*PROBLEM DETAILS*: Extract every line below that contains the word "Узунов".
DATASET EXCERPTS Start Marker
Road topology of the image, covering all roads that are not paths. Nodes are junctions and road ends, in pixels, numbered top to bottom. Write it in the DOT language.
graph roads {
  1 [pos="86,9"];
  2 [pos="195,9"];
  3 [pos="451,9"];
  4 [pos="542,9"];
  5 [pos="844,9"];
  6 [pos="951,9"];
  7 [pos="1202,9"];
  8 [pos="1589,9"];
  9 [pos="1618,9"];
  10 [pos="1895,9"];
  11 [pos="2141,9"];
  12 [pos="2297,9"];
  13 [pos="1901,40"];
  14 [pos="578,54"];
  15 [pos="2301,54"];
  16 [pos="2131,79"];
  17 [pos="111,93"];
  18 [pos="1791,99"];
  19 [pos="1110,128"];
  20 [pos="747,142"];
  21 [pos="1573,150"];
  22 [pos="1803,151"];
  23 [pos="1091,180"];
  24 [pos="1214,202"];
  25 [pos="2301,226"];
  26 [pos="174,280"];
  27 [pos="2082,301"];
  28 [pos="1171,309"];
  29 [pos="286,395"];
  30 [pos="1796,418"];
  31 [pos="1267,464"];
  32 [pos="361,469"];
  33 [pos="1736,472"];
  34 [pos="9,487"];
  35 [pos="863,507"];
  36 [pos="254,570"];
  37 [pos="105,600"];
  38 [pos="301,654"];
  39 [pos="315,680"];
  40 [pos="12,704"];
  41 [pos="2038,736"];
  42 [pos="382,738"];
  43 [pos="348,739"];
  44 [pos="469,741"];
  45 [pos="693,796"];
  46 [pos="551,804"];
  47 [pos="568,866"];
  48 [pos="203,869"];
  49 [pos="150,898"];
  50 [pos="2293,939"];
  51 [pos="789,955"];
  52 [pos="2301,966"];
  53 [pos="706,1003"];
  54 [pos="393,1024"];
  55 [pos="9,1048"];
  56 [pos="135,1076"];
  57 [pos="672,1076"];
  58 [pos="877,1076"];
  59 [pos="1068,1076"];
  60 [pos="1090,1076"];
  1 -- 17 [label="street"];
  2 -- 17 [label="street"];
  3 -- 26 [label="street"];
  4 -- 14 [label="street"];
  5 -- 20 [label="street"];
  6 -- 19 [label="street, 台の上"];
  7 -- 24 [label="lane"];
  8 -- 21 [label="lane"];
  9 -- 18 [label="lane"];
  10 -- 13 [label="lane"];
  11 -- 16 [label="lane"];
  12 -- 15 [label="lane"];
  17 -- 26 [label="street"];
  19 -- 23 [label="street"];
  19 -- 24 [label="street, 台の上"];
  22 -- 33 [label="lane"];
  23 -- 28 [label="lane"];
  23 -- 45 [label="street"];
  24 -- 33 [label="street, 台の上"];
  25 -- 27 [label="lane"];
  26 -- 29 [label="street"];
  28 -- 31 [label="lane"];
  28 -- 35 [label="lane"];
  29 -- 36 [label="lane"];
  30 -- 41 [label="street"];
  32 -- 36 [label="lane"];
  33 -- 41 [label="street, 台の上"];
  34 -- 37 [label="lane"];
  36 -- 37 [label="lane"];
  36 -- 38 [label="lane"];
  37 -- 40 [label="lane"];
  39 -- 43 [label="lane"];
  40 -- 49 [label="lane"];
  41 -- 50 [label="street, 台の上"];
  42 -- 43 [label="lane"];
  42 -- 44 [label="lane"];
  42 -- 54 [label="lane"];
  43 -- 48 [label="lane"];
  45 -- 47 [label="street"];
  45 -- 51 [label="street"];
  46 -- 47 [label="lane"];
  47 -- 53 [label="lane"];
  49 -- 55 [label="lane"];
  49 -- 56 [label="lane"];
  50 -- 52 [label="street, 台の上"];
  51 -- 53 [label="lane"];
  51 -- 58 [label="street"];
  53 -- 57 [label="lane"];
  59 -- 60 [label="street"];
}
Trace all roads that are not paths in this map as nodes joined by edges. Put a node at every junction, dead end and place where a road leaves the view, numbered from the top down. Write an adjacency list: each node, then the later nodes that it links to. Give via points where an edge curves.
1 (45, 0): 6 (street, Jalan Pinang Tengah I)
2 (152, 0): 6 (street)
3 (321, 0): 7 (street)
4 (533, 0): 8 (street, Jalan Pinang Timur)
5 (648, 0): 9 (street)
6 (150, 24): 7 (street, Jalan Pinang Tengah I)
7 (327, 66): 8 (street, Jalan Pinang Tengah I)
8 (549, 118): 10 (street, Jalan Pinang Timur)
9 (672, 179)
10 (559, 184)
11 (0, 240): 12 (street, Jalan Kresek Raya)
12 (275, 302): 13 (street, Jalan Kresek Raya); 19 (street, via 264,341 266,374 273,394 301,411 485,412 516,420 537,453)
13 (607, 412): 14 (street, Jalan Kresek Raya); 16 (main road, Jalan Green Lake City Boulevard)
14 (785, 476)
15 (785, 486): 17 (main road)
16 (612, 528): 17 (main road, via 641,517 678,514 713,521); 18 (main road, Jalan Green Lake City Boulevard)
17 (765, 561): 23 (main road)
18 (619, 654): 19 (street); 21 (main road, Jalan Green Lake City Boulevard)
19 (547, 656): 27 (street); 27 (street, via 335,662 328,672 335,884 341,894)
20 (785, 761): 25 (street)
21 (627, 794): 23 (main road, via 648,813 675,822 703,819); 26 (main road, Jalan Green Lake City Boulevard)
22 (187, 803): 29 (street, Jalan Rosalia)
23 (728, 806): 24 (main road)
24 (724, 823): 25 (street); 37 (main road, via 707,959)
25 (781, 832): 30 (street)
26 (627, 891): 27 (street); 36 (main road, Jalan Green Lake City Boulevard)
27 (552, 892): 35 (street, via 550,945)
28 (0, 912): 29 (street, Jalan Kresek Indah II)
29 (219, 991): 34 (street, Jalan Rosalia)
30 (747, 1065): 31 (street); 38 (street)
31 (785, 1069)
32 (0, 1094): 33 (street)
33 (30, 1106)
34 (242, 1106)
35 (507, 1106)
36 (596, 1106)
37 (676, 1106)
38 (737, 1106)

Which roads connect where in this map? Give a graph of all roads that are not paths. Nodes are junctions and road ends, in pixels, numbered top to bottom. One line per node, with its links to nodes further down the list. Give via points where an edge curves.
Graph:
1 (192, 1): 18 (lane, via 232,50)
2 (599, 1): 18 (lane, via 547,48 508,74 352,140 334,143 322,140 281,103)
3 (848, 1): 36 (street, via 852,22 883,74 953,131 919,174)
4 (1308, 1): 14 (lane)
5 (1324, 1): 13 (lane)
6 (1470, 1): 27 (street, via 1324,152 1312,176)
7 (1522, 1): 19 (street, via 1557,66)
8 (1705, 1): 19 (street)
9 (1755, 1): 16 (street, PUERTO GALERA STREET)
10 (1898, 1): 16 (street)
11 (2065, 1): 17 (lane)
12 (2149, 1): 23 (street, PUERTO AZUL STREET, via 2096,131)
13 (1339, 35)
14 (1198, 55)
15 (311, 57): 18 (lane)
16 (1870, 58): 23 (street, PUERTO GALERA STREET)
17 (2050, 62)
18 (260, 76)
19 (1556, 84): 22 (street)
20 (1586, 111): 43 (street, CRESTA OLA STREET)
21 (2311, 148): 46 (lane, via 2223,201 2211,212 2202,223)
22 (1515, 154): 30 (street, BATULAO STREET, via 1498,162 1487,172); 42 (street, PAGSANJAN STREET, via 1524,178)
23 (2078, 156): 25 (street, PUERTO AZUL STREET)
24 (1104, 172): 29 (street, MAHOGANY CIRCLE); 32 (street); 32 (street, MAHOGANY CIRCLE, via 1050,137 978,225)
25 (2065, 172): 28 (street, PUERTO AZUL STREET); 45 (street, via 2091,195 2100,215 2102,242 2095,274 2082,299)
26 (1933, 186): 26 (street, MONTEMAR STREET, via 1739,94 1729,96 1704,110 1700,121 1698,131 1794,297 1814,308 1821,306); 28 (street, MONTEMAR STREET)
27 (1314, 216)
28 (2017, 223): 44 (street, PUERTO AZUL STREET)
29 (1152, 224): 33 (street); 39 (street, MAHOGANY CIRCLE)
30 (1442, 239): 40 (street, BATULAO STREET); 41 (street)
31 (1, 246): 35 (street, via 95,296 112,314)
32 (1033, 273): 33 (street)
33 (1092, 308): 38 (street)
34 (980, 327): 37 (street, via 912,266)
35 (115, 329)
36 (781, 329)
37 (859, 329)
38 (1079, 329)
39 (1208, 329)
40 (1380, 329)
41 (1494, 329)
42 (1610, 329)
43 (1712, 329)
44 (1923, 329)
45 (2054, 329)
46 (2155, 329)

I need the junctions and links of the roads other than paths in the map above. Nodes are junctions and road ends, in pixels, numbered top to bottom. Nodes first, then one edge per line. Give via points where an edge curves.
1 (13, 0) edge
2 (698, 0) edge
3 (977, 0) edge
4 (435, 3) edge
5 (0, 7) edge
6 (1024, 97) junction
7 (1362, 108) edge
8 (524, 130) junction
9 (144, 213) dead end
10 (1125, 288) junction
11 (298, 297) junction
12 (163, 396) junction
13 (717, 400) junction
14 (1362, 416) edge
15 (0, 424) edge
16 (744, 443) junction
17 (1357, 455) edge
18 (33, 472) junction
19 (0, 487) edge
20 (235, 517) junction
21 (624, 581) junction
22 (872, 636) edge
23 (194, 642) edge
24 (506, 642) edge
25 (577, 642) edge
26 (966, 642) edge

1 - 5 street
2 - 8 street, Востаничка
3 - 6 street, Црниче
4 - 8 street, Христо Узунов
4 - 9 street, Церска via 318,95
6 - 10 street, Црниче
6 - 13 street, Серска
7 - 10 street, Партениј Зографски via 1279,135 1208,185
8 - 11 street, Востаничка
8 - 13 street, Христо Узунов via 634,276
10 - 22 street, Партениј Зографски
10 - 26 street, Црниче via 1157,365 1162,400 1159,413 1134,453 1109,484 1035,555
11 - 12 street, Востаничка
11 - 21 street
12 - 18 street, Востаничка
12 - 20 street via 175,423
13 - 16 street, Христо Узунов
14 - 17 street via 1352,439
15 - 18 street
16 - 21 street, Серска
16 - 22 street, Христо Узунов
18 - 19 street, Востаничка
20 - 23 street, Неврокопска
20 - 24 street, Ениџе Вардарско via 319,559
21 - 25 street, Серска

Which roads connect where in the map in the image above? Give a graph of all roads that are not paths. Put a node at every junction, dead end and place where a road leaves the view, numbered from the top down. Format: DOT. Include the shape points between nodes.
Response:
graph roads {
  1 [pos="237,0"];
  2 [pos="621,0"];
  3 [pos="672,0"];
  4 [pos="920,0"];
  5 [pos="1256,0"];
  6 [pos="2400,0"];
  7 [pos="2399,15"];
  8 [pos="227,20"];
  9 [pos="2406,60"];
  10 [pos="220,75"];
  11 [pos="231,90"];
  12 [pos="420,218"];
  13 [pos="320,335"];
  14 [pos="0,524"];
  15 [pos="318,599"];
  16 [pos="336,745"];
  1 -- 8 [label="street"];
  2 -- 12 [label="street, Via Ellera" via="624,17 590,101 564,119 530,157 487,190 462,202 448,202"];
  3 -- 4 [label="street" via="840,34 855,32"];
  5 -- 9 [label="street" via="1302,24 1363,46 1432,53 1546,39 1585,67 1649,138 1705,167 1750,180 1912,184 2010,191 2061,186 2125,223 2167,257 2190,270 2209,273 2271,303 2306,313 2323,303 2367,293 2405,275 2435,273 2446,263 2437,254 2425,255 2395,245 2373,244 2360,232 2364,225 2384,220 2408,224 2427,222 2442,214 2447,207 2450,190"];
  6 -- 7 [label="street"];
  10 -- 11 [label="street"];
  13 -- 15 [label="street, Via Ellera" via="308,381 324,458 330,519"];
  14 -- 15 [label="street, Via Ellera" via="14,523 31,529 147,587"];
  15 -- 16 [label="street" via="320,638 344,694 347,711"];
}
DATASET EXCERPTS End Marker
*OUTPUT*:
4 - 8 street, Христо Узунов
8 - 13 street, Христо Узунов via 634,276
13 - 16 street, Христо Узунов
16 - 22 street, Христо Узунов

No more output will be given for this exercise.